Images with pose keypoints
-.-.-

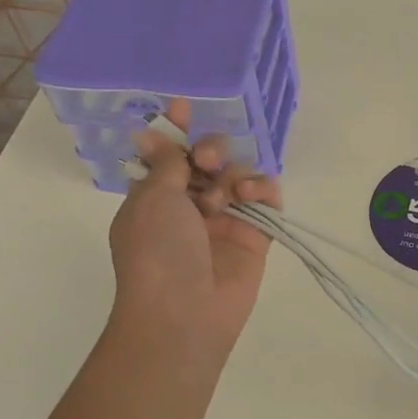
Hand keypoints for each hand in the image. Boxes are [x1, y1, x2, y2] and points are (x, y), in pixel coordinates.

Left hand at [106, 98, 281, 364]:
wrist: (185, 312)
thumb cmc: (157, 251)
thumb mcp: (152, 198)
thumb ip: (167, 162)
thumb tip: (157, 134)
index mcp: (155, 198)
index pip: (168, 155)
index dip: (176, 130)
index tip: (185, 106)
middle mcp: (189, 206)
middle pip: (207, 161)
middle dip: (210, 151)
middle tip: (208, 160)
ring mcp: (224, 220)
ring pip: (238, 176)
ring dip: (235, 173)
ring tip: (229, 191)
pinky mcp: (255, 235)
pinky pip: (265, 199)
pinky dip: (263, 189)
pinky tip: (253, 194)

-.-.-

Work request
Set down the lines from the one with "ring mcp: (224, 220)" through the end of the data above. Keep each exactly as written and add no other line.

Output for this exercise
ring mcp: (224, 220)
ring pip: (238, 176)
ring dip: (235, 173)
ring tip: (229, 191)
pinky mcp: (255, 235)
pinky pip: (265, 199)
pinky dip: (263, 189)
pinky tip: (253, 194)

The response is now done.